# Can I run 64 Bit Software on 32 bit



## QuestioNoN (Mar 15, 2017)

I have a Lenovo ThinkCentre and it runs a 32 bit version of Windows 10, and I wanted to download software (Hitfilm 4 Express) but found out that I cannot run it on 32 bit. However, I checked the system specs and it says I have a 64 bit processor. So can I run 64 bit software as long as I have a 64 bit processor? Or can I not? :-/


----------



## OverTallman (Oct 11, 2016)

Normally you need a 64-bit processor AND a 64-bit operating system (the former being a prerequisite) to run 64-bit softwares.

However, you can run 64-bit virtual machine on a 32-bit operating system, provided your machine has a 64-bit processor (which you have) with virtualization enabled, though it'll take performance hit as the "hardware" in a VM is mostly software emulated.

How about getting a Windows 10 ISO and reinstalling Windows 10 64-bit?


----------



## davehc (Oct 4, 2006)

OverTallman's last sentence is the way to go.
The tool in his link is small, buy, after downloading and running, it will then download the ISO, which can take a while, according to your internet speed and availability.


----------



## QuestioNoN (Mar 15, 2017)

OverTallman said:


> Normally you need a 64-bit processor AND a 64-bit operating system (the former being a prerequisite) to run 64-bit softwares.
> 
> However, you can run 64-bit virtual machine on a 32-bit operating system, provided your machine has a 64-bit processor (which you have) with virtualization enabled, though it'll take performance hit as the "hardware" in a VM is mostly software emulated.
> 
> How about getting a Windows 10 ISO and reinstalling Windows 10 64-bit?

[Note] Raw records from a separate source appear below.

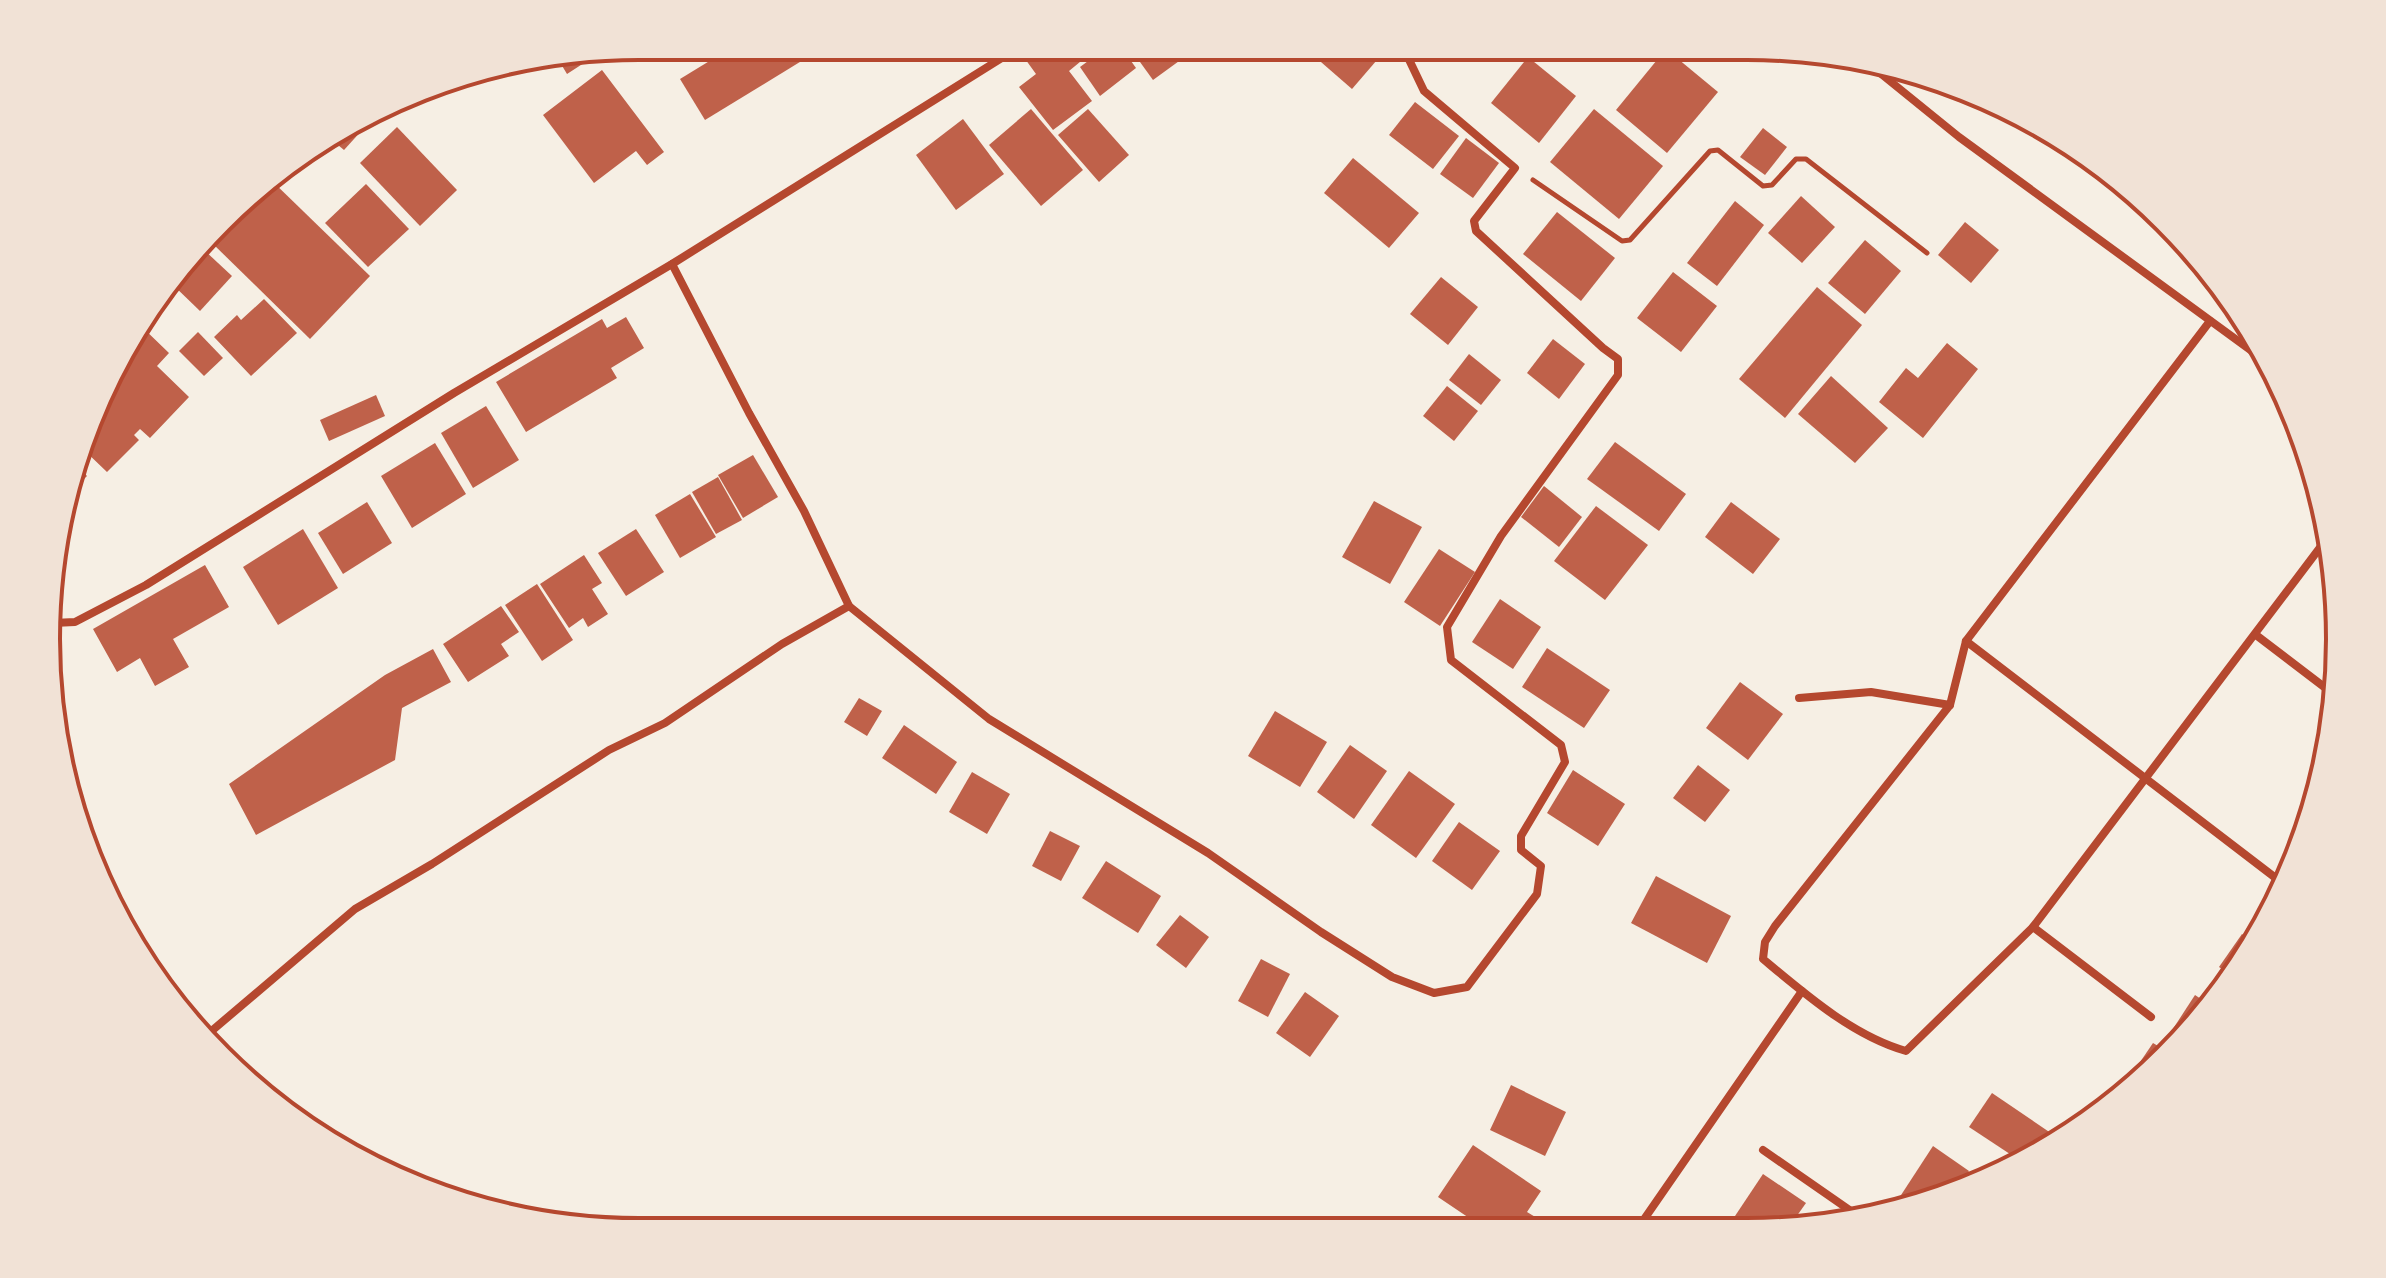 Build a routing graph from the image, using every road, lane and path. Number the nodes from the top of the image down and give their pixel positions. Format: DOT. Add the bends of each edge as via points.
graph roads {
  1 [pos="999,60"];
  2 [pos="1409,60"];
  3 [pos="1885,77"];
  4 [pos="1515,168"];
  5 [pos="1927,253"];
  6 [pos="672,264"];
  7 [pos="2210,321"];
  8 [pos="2246,347"];
  9 [pos="2319,550"];
  10 [pos="849,606"];
  11 [pos="60,623"];
  12 [pos="2256,635"];
  13 [pos="1966,641"];
  14 [pos="2324,687"];
  15 [pos="1799,698"];
  16 [pos="1950,705"];
  17 [pos="2146,779"];
  18 [pos="2274,877"];
  19 [pos="2033,927"];
  20 [pos="1802,991"];
  21 [pos="2151,1017"];
  22 [pos="213,1030"];
  23 [pos="1763,1150"];
  24 [pos="1848,1209"];
  25 [pos="1645,1218"];
  1 -- 6 [label="street"];
  2 -- 4 [label="street" via="1424,91"];
  3 -- 7 [label="street"];
  4 -- 5 [label="path" via="1622,241 1630,240 1710,151 1718,150 1763,186 1772,185 1796,159 1806,159"];
  4 -- 10 [label="street" via="1474,221 1476,231 1618,359 1618,375 1501,536 1447,627 1451,660 1561,745 1565,762 1521,836 1521,850 1541,866 1537,894 1467,987 1434,993 1392,977 1208,853 989,719"];
  6 -- 10 [label="street"];
  6 -- 11 [label="street" via="146,585 75,622"];
  7 -- 8 [label="street"];
  7 -- 13 [label="street"];
  9 -- 12 [label="street"];
  10 -- 22 [label="street" via="355,909"];
  12 -- 14 [label="street"];
  12 -- 17 [label="street"];
  13 -- 16 [label="street"];
  13 -- 17 [label="street"];
  15 -- 16 [label="street" via="1871,692"];
  16 -- 20 [label="street" via="1765,942 1763,959"];
  17 -- 18 [label="street"];
  17 -- 19 [label="street"];
  19 -- 20 [label="street" via="1906,1051 1880,1044"];
  19 -- 21 [label="street"];
  20 -- 25 [label="street"];
  23 -- 24 [label="street"];
}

If I reinstall, will I lose all my current data, programs, etc.?


----------



## Triple6 (Dec 26, 2002)

Yes, reinstalling will cause you to lose all your programs but not you data because you can restore that from the backups you make. I assume you backup your data, if not it would be a good time to do that. There is no in-place upgrade to go from 32-bit to 64-bit operating systems.


----------



## QuestioNoN (Mar 15, 2017)

How do I made backups? Can I just save my stuff to an USB drive or to OneDrive? (Sorry I'm clueless)


----------



## OverTallman (Oct 11, 2016)

QuestioNoN said:


> How do I made backups? Can I just save my stuff to an USB drive or to OneDrive? (Sorry I'm clueless)


Yep both will work, as long as you don't have much to backup.

If you have to backup huge amount of files then buy an external hard drive. I'm talking about 200GB+ files. OneDrive has 7GB free limit normally, while USB flash drives with over 512GB or more are absurdly expensive.


----------



## QuestioNoN (Mar 15, 2017)

OverTallman said:


> Yep both will work, as long as you don't have much to backup.
> 
> If you have to backup huge amount of files then buy an external hard drive. I'm talking about 200GB+ files. OneDrive has 7GB free limit normally, while USB flash drives with over 512GB or more are absurdly expensive.


Do i need to use a USB drive or external hard drive to make an ISO file? Do I just follow the directions on the website at the link on your first reply?


----------



## OverTallman (Oct 11, 2016)

QuestioNoN said:


> Do i need to use a USB drive or external hard drive to make an ISO file? Do I just follow the directions on the website at the link on your first reply?


You'll need a USB flash drive (preferably 8GB or larger) or a DVD to burn the ISO file.

You can make the Win10 ISO file first, then burn it to DVD or write it to USB flash drive (using Rufus for example).


----------